▸ ABOUT THIS TASK
Check each line of the records below and collect those that include the word "roads".

[Recorded data]

=-=-=

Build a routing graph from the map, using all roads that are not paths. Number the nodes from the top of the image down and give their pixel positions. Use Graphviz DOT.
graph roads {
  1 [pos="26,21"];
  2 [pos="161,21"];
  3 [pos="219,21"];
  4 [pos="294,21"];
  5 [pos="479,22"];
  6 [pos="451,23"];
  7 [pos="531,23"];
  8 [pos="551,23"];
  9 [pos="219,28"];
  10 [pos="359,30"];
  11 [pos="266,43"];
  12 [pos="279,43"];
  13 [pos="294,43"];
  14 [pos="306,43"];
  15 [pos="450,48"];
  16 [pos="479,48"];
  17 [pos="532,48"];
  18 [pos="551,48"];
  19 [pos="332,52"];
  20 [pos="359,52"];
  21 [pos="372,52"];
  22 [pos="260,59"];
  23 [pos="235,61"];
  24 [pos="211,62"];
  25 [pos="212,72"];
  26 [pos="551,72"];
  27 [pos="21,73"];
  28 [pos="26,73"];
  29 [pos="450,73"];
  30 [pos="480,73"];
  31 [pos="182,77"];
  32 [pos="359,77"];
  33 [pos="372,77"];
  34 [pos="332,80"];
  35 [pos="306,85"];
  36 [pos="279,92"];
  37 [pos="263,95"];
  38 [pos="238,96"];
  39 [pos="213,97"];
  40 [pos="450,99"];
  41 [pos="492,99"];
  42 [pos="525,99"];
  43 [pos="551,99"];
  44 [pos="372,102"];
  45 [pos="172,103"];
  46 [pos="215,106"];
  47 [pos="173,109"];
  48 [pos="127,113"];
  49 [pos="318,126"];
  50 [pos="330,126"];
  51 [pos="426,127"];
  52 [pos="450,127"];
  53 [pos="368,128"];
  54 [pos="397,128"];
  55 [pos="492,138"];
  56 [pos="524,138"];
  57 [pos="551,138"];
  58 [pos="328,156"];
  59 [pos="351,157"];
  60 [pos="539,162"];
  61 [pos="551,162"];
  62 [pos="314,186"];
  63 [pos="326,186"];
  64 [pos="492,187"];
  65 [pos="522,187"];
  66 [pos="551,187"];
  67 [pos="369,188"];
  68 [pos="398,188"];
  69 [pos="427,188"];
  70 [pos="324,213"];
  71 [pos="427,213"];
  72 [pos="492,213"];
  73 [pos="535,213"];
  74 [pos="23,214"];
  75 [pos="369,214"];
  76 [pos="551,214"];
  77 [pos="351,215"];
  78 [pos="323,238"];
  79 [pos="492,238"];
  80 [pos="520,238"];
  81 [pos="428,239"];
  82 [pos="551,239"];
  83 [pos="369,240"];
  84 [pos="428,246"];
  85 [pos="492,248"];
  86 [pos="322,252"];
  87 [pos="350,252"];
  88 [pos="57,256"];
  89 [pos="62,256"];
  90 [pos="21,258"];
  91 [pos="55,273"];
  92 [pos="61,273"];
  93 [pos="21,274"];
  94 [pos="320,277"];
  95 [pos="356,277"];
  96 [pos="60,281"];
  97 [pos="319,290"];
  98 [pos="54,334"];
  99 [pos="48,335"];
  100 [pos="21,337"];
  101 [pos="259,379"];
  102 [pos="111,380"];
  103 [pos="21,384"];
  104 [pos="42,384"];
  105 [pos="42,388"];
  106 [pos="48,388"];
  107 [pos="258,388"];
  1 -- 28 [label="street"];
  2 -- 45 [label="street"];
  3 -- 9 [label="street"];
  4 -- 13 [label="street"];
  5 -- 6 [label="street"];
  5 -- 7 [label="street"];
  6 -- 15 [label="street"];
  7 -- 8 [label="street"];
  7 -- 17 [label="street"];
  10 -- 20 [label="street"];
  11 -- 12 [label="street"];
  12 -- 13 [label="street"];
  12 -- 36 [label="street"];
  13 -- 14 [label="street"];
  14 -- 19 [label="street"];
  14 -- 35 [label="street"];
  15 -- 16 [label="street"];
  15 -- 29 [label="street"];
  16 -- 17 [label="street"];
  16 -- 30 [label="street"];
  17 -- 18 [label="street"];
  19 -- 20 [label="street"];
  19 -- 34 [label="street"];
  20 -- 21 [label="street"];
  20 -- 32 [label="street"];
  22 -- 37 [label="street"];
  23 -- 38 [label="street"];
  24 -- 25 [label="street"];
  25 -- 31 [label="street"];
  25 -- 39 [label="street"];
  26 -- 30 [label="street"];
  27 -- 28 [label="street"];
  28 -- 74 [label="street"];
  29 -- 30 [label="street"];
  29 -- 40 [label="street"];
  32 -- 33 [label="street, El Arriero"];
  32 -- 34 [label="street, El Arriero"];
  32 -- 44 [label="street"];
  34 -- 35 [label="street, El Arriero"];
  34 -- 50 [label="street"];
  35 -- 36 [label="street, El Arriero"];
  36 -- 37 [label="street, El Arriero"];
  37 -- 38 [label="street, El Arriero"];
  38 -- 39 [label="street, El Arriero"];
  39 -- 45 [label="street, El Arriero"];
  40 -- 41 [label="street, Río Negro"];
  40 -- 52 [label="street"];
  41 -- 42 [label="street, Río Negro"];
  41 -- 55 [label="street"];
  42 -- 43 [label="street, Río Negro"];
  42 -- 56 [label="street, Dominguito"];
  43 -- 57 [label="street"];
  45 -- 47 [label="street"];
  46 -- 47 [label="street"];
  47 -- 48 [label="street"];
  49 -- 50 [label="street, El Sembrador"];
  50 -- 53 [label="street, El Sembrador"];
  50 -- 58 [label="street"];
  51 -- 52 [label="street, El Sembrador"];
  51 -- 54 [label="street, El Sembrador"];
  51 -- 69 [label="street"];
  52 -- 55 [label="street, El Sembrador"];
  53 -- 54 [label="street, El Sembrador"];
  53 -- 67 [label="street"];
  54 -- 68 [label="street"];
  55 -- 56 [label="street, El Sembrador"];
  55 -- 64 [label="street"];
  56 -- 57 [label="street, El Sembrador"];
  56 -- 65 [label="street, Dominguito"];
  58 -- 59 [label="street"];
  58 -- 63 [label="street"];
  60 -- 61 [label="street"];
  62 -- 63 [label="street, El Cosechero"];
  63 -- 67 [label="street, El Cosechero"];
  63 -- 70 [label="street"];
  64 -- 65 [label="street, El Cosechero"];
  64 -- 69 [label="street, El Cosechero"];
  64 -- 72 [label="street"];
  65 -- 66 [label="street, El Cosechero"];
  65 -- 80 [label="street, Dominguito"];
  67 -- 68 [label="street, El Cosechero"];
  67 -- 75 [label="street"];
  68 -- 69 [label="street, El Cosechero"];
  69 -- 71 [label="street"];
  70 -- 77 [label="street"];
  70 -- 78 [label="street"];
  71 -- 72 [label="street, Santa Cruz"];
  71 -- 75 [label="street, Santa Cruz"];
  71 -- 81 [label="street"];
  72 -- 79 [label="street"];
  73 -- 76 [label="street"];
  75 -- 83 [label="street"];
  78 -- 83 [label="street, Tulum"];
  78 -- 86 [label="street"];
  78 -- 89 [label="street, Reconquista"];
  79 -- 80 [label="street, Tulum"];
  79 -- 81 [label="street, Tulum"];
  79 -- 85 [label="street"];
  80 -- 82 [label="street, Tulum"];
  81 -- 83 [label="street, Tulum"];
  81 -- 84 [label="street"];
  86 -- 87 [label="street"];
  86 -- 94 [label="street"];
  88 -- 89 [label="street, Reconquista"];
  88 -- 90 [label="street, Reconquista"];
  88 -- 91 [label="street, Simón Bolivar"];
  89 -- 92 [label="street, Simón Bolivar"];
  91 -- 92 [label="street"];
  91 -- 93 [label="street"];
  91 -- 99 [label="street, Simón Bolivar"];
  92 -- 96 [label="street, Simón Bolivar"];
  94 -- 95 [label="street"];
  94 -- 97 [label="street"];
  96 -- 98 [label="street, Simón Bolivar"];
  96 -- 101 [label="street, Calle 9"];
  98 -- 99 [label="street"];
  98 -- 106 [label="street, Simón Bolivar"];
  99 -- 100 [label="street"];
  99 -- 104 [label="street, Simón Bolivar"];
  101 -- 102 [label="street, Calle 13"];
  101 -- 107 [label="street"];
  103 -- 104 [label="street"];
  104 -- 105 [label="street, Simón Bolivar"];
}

=-=-=

▸ SOLUTION TO THIS EXERCISE
Build a routing graph from the map, using all roads that are not paths. Number the nodes from the top of the image down and give their pixel positions. Use Graphviz DOT.
graph roads {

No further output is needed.